At present, commercial nanofiltration membrane series mainly comprise NF, NTR, UTC, MPT, SU and the like, and most commercial nanofiltration membranes are composite membranes. The composite membrane generally comprises a base membrane and a functional separation layer, and the preparation method generally comprises the steps of coating a polyamine aqueous phase solution on the surface of the base membrane, then coating an organic phase solution of polyacyl chloride, forming the functional separation layer on the surface of the base membrane through interfacial polymerization reaction of the aqueous phase solution and the organic phase solution, and then obtaining the nanofiltration membrane through certain post-treatment.

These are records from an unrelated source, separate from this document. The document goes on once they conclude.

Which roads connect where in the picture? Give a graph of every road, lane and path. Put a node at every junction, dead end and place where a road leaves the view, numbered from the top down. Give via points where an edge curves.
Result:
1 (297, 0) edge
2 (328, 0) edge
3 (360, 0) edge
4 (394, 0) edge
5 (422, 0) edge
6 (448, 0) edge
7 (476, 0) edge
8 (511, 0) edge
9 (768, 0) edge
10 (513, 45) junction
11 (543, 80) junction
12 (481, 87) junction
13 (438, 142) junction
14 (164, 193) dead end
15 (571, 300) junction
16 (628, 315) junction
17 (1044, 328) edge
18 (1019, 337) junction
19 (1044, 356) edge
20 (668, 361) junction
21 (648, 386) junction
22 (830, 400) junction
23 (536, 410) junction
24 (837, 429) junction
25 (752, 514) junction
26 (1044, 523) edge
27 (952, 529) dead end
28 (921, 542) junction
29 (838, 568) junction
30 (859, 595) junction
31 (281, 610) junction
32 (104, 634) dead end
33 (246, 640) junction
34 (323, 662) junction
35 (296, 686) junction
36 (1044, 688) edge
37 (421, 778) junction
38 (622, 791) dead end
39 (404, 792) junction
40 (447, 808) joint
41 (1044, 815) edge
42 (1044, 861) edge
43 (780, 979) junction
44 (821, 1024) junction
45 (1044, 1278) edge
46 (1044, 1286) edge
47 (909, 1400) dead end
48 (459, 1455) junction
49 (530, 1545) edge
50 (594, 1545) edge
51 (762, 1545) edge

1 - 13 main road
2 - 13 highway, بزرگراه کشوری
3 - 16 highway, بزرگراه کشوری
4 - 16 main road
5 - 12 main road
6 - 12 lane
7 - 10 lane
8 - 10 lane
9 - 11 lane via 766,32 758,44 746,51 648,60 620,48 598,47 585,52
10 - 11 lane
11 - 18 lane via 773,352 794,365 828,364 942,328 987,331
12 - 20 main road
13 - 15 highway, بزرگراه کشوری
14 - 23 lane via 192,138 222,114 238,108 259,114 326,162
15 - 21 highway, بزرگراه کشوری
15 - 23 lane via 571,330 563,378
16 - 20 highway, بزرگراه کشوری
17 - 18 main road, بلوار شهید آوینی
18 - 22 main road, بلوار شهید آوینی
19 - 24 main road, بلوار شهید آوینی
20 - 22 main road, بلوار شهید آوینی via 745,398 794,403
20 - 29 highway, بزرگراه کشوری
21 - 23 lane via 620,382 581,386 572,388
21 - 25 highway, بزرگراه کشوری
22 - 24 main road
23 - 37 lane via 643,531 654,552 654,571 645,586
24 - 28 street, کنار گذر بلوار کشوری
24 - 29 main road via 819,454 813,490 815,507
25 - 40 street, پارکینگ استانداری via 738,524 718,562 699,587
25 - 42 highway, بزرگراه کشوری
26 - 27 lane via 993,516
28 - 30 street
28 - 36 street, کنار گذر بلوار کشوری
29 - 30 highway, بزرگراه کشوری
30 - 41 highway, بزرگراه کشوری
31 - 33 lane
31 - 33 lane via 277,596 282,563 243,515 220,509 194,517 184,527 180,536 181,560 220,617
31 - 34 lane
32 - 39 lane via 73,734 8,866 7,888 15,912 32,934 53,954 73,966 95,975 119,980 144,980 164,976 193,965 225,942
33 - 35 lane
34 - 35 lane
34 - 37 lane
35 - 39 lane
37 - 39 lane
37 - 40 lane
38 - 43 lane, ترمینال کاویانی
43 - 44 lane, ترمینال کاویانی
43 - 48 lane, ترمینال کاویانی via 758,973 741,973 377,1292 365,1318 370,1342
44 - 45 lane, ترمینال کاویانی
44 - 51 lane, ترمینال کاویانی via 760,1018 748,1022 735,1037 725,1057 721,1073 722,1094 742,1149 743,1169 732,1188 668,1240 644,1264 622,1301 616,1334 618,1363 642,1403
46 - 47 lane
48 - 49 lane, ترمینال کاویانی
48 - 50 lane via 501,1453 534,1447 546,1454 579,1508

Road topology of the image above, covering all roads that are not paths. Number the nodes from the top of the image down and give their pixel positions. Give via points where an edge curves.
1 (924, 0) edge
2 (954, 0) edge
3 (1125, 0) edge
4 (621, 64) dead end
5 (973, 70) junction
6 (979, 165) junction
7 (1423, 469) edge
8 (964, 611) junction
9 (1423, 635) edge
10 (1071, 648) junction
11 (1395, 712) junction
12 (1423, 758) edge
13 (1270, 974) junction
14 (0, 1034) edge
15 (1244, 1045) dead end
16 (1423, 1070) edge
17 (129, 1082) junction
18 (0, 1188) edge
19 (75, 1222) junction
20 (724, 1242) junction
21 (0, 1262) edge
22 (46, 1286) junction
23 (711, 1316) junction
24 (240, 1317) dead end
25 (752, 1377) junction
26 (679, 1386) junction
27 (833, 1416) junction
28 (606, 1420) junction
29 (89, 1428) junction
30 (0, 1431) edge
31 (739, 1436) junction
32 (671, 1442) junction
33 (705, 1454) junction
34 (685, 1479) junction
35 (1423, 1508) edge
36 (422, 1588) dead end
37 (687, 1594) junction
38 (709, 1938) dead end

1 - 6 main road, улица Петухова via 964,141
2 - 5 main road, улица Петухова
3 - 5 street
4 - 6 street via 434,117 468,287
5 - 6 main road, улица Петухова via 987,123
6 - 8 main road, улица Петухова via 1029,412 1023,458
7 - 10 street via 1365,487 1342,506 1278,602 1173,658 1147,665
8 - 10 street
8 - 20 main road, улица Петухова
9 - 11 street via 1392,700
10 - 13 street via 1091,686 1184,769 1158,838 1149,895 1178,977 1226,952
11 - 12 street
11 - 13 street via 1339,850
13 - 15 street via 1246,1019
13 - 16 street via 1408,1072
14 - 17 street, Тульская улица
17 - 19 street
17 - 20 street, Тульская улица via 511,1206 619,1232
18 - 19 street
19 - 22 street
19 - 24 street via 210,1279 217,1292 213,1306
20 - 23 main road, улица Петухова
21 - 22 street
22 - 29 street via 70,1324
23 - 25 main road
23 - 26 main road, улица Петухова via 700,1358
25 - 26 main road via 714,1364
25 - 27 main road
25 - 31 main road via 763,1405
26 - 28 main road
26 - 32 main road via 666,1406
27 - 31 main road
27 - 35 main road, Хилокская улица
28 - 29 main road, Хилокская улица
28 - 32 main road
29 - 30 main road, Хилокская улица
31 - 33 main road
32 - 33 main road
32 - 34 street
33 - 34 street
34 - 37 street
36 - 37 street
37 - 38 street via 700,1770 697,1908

Polyvinylidene fluoride (PVDF) has good chemical stability and thermal stability, is an ideal film forming material, has obvious advantages compared with other film materials, and has wide application in the field of water treatment. However, the hydrophobic property is strong, and when the nanofiltration membrane is prepared by taking the nanofiltration membrane as a base membrane, on one hand, the aqueous phase solution is difficult to be uniformly distributed on the surface of the nanofiltration membrane, so that the formed functional separation layer has defects; on the other hand, the functional separation layer prepared by interfacial polymerization reaction has poor binding force with the polyvinylidene fluoride base membrane, so that the functional separation layer is easy to fall off from the surface of the base membrane, and the nanofiltration effect of the composite membrane is lost. Therefore, few commercial nanofiltration membranes taking the polyvinylidene fluoride ultrafiltration membrane as the base membrane are available on the market at present.
Disclosure of Invention
Aiming at the defects of the prior art, the invention mainly aims at solving the defects of the prior art, and provides the preparation method of the polyvinylidene fluoride-based nanofiltration membrane, which is simple to operate, avoids the defects on the functional separation layer, improves the binding force between the functional separation layer and the base membrane, and the nanofiltration membrane prepared by the method has good separation performance and can stably run for a long time.
The invention provides a preparation method of a polyvinylidene fluoride nanofiltration membrane, which comprises the following steps:
(1) preparing a polyvinylidene fluoride ultrafiltration base membrane: mixing polyvinylidene fluoride, a solvent, an additive and a pore-foaming agent, heating to 50-90 ℃, uniformly stirring, standing and defoaming in a vacuum environment to prepare a membrane casting solution, scraping a membrane by using a scraper, immersing the membrane casting solution into a coagulating bath to form a membrane or allowing the membrane casting solution to flow out of a spinneret plate to the coagulating bath to form a membrane, wherein the prepared membrane is a polyvinylidene fluoride ultrafiltration basement membrane;
(2) preparing a polyvinylidene fluoride-based nanofiltration membrane: immersing the prepared polyvinylidene fluoride ultrafiltration base membrane in an aqueous phase monomer solution for 30 s-15 min, taking out, wiping off excessive water on the surface, immersing the polyvinylidene fluoride ultrafiltration base membrane in an organic solution of an oil phase monomer for 15 s-2 min, taking out, and carrying out heat treatment on the polyvinylidene fluoride ultrafiltration base membrane for 1 min-10 min at 30-120 ℃ to obtain the polyvinylidene fluoride base nanofiltration membrane.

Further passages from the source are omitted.